Azzouz was one of a group of Libyan dissidents who were members of the outlawed Libyan Islamic Fighting Group (LIFG) who had lived near Abedi.
Abedi is known to have attended Didsbury mosque, where another member of the Libyan community in Manchester, Salah Aboaoba, claimed in 2011 to have raised funds for LIFG. The mosque at the time vehemently denied the claim.
Abedi, the son of an airport security worker, used a "sophisticated" suicide device, according to security sources, suggesting he had expert tuition or help.
The bomb, laced with nuts and bolts to maximise death and injury, appears to have been of a similar design to those used in the 2005 attacks.
Air Marshal Sir Stuart Peach, the head of the UK's armed forces, told the Cobra committee he was ready to put armed soldiers on the streets if directed by the Prime Minister.
Mrs May said of the attack: "We struggle to comprehend the warped and twisted mind that sees a room packed with young children not as a scene to cherish, but as an opportunity for carnage.
"But we can continue to resolve to thwart such attacks in future, to take on and defeat the ideology that often fuels this violence, and if there turn out to be others responsible for this attack, to seek them out and bring them to justice."

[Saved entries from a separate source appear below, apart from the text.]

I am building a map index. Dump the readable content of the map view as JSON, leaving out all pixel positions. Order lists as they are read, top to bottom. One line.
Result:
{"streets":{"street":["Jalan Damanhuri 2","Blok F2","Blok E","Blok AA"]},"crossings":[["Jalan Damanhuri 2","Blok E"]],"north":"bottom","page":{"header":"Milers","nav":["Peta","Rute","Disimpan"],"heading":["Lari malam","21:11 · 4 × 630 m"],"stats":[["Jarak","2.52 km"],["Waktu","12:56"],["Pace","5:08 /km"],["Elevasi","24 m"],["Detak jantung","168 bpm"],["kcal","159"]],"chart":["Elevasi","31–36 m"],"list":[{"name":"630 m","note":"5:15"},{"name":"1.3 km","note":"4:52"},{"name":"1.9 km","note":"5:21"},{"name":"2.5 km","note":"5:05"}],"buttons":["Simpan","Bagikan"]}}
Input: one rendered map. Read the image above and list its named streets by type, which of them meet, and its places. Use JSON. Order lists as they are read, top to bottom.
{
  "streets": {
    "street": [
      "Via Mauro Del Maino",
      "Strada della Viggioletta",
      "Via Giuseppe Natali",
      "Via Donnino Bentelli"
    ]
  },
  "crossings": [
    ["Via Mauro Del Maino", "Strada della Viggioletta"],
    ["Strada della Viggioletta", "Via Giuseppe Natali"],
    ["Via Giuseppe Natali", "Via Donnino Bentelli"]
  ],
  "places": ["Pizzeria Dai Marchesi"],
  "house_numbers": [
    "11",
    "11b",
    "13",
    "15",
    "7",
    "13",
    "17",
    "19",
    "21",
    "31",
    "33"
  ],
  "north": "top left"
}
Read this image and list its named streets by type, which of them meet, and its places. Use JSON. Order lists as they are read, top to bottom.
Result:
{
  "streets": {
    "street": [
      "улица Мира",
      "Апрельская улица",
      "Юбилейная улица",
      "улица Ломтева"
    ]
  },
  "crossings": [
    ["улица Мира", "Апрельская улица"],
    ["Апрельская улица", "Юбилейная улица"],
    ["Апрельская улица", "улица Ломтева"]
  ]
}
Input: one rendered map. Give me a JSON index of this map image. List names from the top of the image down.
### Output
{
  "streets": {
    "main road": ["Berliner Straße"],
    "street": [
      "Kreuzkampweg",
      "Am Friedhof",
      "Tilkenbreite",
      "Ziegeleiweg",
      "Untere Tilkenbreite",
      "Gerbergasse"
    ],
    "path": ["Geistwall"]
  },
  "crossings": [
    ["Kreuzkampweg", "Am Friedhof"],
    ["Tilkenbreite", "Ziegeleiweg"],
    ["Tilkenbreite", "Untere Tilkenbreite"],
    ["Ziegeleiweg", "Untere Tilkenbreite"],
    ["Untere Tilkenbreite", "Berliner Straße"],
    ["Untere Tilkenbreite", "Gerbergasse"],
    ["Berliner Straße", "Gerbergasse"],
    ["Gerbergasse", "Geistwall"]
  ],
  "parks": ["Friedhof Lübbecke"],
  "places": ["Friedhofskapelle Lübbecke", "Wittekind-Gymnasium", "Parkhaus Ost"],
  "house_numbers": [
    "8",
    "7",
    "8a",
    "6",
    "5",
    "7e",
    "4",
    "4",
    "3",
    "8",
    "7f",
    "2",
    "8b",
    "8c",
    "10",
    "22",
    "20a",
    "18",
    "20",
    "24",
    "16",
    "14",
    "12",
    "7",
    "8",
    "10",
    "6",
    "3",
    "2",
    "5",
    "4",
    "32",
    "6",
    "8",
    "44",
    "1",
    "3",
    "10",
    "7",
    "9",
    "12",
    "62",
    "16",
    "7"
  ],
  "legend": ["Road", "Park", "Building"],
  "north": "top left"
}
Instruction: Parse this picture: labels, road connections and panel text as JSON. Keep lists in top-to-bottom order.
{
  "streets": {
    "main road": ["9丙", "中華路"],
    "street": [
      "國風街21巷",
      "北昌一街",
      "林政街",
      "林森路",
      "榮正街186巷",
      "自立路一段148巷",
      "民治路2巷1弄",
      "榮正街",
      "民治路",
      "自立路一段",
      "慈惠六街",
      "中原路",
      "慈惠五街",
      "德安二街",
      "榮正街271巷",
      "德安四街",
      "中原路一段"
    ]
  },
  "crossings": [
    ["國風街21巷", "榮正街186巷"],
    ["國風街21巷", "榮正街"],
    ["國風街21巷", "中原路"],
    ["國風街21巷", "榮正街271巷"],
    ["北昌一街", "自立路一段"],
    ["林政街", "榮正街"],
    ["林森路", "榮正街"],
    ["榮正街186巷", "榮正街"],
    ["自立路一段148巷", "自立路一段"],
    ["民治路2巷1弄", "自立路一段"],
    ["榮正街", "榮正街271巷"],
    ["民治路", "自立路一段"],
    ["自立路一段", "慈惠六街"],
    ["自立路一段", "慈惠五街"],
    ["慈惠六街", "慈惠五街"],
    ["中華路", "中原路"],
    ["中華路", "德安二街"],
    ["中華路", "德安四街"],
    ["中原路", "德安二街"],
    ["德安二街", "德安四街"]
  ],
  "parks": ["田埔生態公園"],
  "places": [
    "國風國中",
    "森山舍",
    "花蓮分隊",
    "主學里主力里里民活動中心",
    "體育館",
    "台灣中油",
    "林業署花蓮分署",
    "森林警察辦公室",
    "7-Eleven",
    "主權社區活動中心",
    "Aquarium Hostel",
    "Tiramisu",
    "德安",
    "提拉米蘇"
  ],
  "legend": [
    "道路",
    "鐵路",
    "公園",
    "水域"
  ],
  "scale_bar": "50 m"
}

World leaders were swift to send messages of condolence and condemnation. President Donald Trump said the bomber and any accomplices were "evil losers in life".
He said: "I won't call them monsters because they would like that term. I will call them losers."
The Russian president Vladimir Putin, China's President Xi Jinping and the German Chancellor Angela Merkel were also among those who sent messages to the Prime Minister.
Later this week Mrs May will travel to the G7 summit in Sicily where she will lead discussions on anti-terrorism measures with other world leaders.
A Downing Street spokesman confirmed the trip will go ahead and that Mrs May will play a major role in sessions about counter-terrorism cooperation, following the attack.